Stored data

■ ■ ■ ■ ■

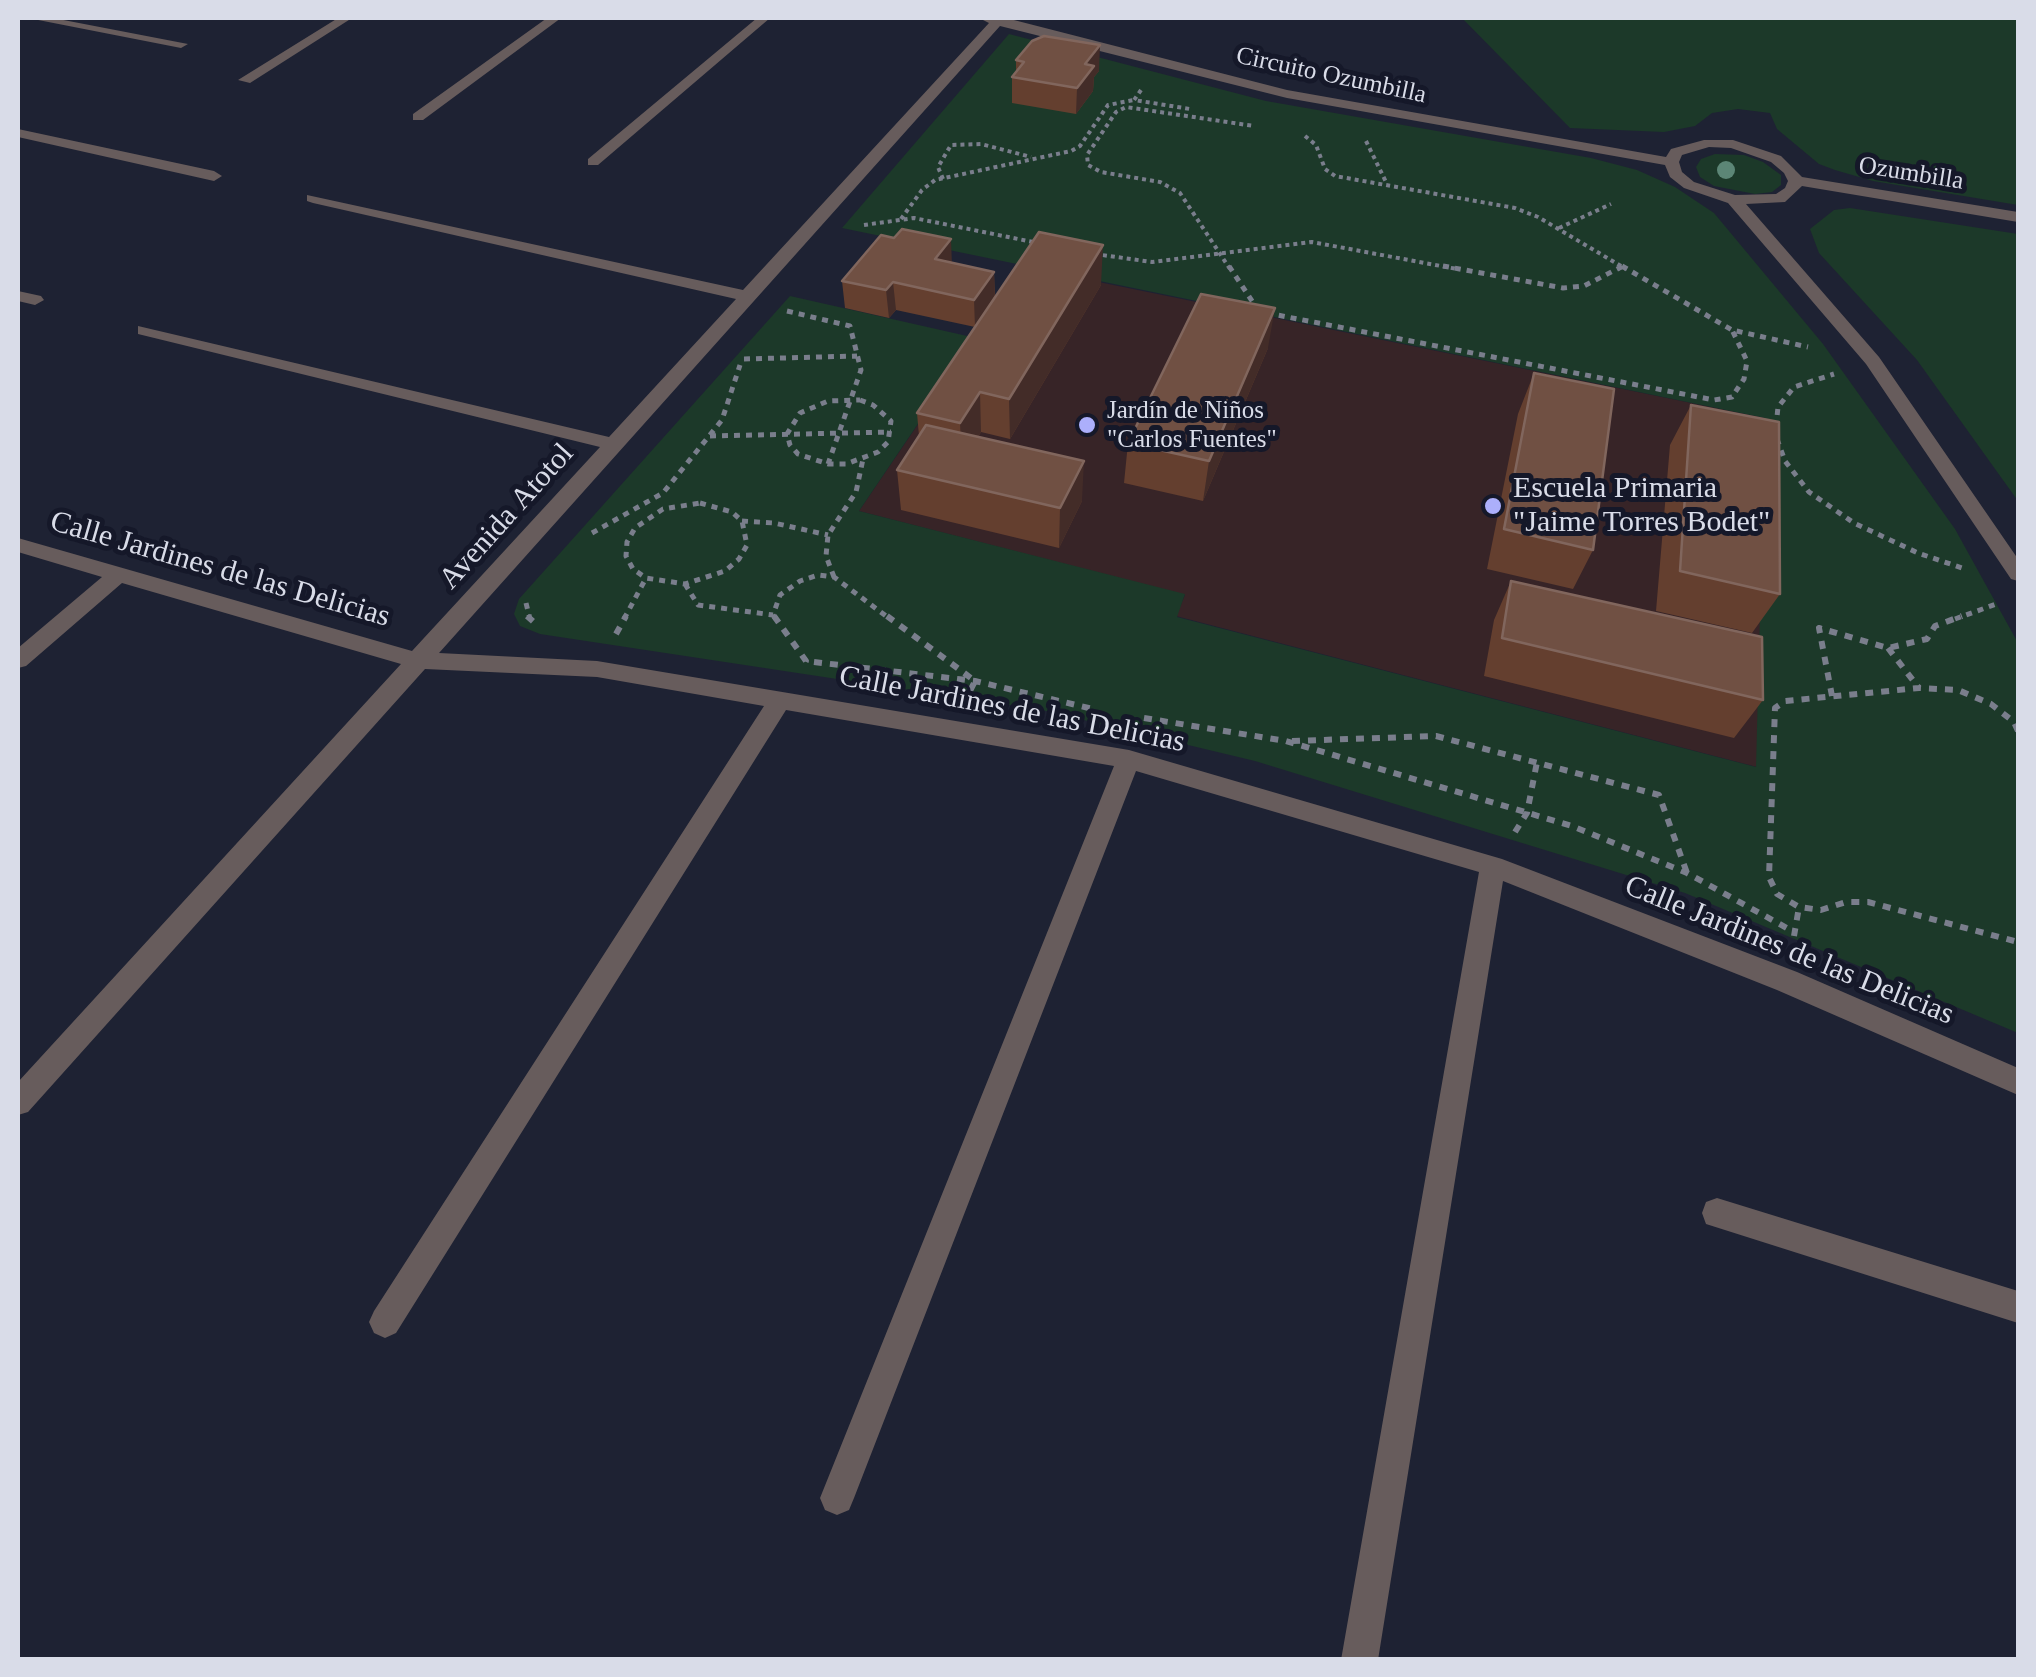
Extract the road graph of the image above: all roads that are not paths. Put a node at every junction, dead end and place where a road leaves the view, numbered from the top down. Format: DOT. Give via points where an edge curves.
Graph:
graph roads {
  1 [pos="34,18"];
  2 [pos="346,18"];
  3 [pos="555,18"];
  4 [pos="764,18"];
  5 [pos="994,18"];
  6 [pos="181,44"];
  7 [pos="245,80"];
  8 [pos="418,117"];
  9 [pos="18,133"];
  10 [pos="593,162"];
  11 [pos="1671,162"];
  12 [pos="214,176"];
  13 [pos="1796,181"];
  14 [pos="313,198"];
  15 [pos="1734,200"];
  16 [pos="2018,218"];
  17 [pos="744,298"];
  18 [pos="144,330"];
  19 [pos="614,444"];
  20 [pos="18,545"];
  21 [pos="119,574"];
  22 [pos="2018,574"];
  23 [pos="18,660"];
  24 [pos="415,660"];
  25 [pos="780,700"];
  26 [pos="1129,759"];
  27 [pos="1492,866"];
  28 [pos="2018,1082"];
  29 [pos="18,1102"];
  30 [pos="1716,1213"];
  31 [pos="2018,1308"];
  32 [pos="385,1322"];
  33 [pos="838,1498"];
  34 [pos="1358,1660"];
  1 -- 6 [label="street"];
  2 -- 7 [label="street"];
  3 -- 8 [label="street"];
  4 -- 10 [label="street"];
  5 -- 11 [label="street, Circuito Ozumbilla" via="1287,94"];
  5 -- 17 [label="street, Avenida Atotol"];
  9 -- 12 [label="street"];
  11 -- 13 [label="street" via="1690,146 1733,144 1776,158"];
  11 -- 15 [label="street" via="1689,185"];
  13 -- 15 [label="street" via="1779,198"];
  13 -- 16 [label="street, Ozumbilla"];
  14 -- 17 [label="street"];
  15 -- 22 [label="street" via="1873,361"];
  17 -- 19 [label="street, Avenida Atotol"];
  18 -- 19 [label="street"];
  19 -- 24 [label="street, Avenida Atotol"];
  20 -- 21 [label="street, Calle Jardines de las Delicias"];
  21 -- 23 [label="street"];
  21 -- 24 [label="street, Calle Jardines de las Delicias"];
  24 -- 25 [label="street, Calle Jardines de las Delicias" via="598,670"];
  24 -- 29 [label="street, Avenida Atotol"];
  25 -- 26 [label="street, Calle Jardines de las Delicias"];
  25 -- 32 [label="street"];
  26 -- 27 [label="street, Calle Jardines de las Delicias"];
  26 -- 33 [label="street"];
  27 -- 28 [label="street, Calle Jardines de las Delicias" via="1787,981"];
  27 -- 34 [label="street"];
  30 -- 31 [label="street"];
}
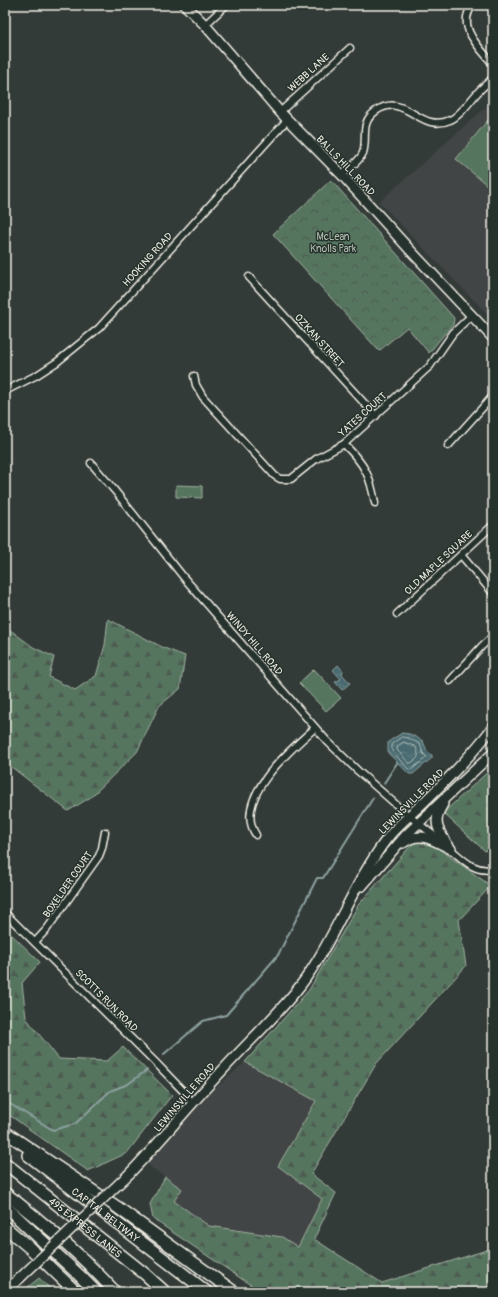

■ ■ ■ ■ ■

- **PROBLEM TO SOLVE**: Report how many lines in the entries hold the string "Avenida". Nothing but the number is wanted.

- **TASK RESULT**: 4